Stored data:

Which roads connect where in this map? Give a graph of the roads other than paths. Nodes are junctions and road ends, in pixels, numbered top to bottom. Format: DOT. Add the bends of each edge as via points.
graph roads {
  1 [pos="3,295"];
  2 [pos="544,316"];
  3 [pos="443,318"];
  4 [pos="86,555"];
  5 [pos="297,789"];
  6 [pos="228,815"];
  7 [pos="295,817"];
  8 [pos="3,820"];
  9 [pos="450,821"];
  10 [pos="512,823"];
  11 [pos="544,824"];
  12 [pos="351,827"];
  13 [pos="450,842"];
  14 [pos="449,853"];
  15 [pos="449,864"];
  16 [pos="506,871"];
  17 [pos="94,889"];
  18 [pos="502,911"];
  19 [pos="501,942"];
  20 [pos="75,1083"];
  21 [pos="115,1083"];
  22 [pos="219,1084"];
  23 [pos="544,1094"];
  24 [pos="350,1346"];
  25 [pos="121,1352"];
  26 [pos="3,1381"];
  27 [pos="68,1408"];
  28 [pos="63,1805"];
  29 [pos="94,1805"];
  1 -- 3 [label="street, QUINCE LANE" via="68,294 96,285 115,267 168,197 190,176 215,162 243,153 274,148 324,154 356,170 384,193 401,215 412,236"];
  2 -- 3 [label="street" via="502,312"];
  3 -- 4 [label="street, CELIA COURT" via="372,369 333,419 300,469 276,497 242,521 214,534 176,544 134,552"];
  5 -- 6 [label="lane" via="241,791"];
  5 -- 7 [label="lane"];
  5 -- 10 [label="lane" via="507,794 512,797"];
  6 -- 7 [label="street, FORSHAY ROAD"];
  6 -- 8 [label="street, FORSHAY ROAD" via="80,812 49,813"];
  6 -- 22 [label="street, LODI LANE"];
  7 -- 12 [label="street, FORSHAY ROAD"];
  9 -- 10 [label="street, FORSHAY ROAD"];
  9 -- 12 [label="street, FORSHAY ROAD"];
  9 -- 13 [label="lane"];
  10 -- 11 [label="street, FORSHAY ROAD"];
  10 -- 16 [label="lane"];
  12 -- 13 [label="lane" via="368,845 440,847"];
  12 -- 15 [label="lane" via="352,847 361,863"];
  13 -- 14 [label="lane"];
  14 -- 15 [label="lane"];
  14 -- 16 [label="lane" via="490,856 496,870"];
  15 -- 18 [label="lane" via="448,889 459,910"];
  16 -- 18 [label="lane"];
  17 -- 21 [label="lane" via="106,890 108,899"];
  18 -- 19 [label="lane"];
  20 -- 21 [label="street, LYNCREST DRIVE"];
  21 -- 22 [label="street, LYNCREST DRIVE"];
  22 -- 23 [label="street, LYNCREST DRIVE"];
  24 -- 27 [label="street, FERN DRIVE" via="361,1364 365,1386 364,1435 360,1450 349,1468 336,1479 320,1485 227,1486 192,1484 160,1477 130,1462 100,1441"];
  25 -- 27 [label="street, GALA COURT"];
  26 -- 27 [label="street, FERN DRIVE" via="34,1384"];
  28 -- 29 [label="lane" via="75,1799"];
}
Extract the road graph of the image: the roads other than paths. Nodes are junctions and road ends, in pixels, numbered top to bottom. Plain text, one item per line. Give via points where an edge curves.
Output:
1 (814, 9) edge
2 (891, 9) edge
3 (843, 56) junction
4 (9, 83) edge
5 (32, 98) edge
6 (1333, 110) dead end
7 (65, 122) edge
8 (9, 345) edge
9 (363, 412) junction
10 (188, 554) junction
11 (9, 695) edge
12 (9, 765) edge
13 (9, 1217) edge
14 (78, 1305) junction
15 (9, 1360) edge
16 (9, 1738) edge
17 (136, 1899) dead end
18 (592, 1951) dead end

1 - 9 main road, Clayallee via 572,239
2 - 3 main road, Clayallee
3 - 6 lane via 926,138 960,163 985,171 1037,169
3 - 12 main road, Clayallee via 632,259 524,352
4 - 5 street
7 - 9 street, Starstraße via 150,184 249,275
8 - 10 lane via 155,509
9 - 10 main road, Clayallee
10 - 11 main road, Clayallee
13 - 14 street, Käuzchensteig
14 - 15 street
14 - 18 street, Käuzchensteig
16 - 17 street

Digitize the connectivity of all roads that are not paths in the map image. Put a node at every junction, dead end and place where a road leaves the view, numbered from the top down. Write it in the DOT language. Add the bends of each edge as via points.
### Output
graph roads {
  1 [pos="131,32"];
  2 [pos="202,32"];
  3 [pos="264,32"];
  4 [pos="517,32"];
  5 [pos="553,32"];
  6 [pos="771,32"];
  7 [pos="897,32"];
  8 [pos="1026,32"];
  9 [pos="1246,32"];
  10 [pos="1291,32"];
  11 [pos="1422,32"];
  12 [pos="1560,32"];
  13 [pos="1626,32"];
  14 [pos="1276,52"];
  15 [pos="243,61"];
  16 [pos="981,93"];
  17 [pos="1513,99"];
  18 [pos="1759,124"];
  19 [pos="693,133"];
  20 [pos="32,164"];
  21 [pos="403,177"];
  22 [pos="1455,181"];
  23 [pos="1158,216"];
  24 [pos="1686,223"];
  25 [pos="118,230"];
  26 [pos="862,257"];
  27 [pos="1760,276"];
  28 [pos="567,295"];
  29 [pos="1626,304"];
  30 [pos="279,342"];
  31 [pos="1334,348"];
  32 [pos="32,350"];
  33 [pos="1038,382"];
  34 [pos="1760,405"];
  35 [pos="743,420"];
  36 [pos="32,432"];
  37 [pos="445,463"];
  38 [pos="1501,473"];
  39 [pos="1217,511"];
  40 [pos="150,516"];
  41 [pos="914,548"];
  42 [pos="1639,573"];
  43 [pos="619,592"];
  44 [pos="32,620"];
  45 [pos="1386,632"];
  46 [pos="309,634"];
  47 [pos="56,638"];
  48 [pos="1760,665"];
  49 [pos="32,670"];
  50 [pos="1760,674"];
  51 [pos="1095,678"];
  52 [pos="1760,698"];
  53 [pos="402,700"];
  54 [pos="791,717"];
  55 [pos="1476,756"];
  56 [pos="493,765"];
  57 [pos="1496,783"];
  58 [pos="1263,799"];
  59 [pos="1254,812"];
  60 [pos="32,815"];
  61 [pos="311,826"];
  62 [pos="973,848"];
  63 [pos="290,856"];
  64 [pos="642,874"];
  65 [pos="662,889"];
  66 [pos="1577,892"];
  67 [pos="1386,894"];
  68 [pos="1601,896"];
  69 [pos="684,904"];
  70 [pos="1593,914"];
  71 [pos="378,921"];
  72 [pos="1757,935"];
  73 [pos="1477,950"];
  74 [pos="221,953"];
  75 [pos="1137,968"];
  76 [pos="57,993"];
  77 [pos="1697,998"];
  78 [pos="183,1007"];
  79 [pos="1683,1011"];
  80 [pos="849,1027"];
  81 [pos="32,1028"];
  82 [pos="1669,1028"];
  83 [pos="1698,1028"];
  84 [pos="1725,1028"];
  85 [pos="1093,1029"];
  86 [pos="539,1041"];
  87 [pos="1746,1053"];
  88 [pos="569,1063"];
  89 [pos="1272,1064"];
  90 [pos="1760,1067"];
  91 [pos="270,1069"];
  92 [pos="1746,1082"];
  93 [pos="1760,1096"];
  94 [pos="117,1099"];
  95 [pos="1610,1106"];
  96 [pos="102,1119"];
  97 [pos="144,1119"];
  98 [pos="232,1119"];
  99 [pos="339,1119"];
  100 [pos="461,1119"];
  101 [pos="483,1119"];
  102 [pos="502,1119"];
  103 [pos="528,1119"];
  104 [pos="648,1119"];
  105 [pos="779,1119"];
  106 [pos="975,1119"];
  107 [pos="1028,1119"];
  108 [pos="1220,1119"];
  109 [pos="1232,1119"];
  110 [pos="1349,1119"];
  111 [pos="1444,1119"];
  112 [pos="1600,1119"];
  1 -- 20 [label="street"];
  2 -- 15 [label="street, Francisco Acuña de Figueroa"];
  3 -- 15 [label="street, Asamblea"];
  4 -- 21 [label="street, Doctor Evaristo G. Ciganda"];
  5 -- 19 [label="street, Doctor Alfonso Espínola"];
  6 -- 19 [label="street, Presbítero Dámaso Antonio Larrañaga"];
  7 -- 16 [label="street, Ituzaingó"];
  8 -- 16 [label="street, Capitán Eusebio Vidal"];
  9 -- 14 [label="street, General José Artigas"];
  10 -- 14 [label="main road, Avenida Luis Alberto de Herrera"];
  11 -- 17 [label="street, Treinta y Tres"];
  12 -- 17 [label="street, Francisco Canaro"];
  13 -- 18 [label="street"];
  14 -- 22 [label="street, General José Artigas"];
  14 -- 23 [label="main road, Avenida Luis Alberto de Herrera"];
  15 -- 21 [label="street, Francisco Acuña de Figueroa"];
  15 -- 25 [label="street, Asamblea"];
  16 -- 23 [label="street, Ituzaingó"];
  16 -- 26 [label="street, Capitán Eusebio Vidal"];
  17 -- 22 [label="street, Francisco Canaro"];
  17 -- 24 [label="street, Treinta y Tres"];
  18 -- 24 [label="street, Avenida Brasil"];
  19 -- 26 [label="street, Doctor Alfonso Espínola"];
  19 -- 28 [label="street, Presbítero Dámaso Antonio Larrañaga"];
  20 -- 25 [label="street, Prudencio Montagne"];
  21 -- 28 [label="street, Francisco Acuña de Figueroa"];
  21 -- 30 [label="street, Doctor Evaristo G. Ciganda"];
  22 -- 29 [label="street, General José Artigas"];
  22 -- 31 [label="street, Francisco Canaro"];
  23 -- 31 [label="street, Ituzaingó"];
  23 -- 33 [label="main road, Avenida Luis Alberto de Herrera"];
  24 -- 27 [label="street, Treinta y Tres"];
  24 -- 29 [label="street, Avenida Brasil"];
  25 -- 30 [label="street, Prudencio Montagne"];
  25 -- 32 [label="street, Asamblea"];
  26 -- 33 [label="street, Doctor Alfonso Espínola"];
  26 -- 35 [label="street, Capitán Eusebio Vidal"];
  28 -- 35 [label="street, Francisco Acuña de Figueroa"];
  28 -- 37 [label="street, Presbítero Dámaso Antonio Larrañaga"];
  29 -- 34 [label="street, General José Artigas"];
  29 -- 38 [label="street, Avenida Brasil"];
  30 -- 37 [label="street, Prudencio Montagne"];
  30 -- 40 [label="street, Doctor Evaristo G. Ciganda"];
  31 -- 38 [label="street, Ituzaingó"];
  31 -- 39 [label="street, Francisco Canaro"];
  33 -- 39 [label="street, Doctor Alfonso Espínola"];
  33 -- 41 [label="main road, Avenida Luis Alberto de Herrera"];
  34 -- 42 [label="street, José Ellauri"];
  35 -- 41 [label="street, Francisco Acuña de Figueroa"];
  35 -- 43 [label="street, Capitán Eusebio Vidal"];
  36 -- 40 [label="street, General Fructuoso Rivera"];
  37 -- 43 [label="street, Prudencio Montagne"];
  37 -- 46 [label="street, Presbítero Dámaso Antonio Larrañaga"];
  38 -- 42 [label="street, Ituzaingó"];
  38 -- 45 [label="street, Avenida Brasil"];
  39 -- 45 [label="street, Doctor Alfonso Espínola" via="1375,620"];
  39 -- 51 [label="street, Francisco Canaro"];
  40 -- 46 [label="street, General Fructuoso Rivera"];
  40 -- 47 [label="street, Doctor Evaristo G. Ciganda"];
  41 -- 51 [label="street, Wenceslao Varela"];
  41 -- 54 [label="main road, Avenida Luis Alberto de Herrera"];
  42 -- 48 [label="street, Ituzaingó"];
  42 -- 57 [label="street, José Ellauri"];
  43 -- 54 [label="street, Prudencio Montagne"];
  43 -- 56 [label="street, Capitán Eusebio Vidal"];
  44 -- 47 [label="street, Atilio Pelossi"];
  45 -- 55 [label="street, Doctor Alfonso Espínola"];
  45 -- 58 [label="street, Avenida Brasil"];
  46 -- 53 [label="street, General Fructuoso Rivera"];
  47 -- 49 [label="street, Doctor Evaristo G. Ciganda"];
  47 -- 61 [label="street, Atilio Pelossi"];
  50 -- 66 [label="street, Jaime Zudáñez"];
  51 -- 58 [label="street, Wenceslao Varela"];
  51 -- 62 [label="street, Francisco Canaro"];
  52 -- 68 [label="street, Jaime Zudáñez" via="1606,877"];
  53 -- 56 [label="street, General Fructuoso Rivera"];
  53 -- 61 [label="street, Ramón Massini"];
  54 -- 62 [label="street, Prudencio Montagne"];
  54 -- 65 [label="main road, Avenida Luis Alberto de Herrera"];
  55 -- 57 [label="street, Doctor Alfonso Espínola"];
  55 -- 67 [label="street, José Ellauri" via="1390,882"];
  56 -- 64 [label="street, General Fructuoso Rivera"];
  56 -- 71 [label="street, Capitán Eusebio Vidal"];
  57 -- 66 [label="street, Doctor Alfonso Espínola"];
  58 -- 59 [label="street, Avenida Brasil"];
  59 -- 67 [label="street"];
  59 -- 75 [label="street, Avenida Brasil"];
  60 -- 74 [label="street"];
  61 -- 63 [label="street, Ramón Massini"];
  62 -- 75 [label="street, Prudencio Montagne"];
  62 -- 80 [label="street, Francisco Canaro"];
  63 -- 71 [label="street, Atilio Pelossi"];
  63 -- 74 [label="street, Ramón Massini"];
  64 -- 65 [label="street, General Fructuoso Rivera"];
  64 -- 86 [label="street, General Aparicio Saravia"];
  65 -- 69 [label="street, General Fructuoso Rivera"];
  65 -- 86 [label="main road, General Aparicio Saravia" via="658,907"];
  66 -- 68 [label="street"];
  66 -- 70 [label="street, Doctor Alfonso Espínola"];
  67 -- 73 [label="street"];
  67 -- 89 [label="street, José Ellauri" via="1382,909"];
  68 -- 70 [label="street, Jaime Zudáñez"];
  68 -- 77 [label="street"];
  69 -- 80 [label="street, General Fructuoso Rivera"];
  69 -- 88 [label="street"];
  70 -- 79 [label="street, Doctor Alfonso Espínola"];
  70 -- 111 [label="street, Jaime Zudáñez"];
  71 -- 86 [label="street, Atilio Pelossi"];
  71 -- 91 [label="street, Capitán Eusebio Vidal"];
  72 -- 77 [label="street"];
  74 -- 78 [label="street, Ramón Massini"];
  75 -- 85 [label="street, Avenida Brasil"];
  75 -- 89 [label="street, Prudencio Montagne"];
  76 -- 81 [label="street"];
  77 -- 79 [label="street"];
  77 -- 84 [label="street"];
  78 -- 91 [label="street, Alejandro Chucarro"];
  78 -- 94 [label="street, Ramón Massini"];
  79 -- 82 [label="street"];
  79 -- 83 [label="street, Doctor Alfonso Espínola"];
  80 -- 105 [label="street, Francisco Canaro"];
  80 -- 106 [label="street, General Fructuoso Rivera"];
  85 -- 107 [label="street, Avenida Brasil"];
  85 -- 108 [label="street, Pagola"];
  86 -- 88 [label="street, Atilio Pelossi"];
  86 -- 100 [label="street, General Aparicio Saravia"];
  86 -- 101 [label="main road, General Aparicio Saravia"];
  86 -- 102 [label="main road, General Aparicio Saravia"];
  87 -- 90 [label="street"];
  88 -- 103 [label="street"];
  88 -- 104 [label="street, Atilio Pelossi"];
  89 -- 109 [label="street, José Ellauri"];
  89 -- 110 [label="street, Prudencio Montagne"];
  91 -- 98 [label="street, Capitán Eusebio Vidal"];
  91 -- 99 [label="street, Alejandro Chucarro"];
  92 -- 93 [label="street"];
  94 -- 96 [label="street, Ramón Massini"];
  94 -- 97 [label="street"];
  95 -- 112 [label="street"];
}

**TRY IT:** Find the lines in the records that contain the word "Antonio", then copy every one of them.

**RESPONSE TO THE EXERCISE:**
  6 -- 19 [label="street, Presbítero Dámaso Antonio Larrañaga"];
  19 -- 28 [label="street, Presbítero Dámaso Antonio Larrañaga"];
  28 -- 37 [label="street, Presbítero Dámaso Antonio Larrañaga"];
  37 -- 46 [label="street, Presbítero Dámaso Antonio Larrañaga"];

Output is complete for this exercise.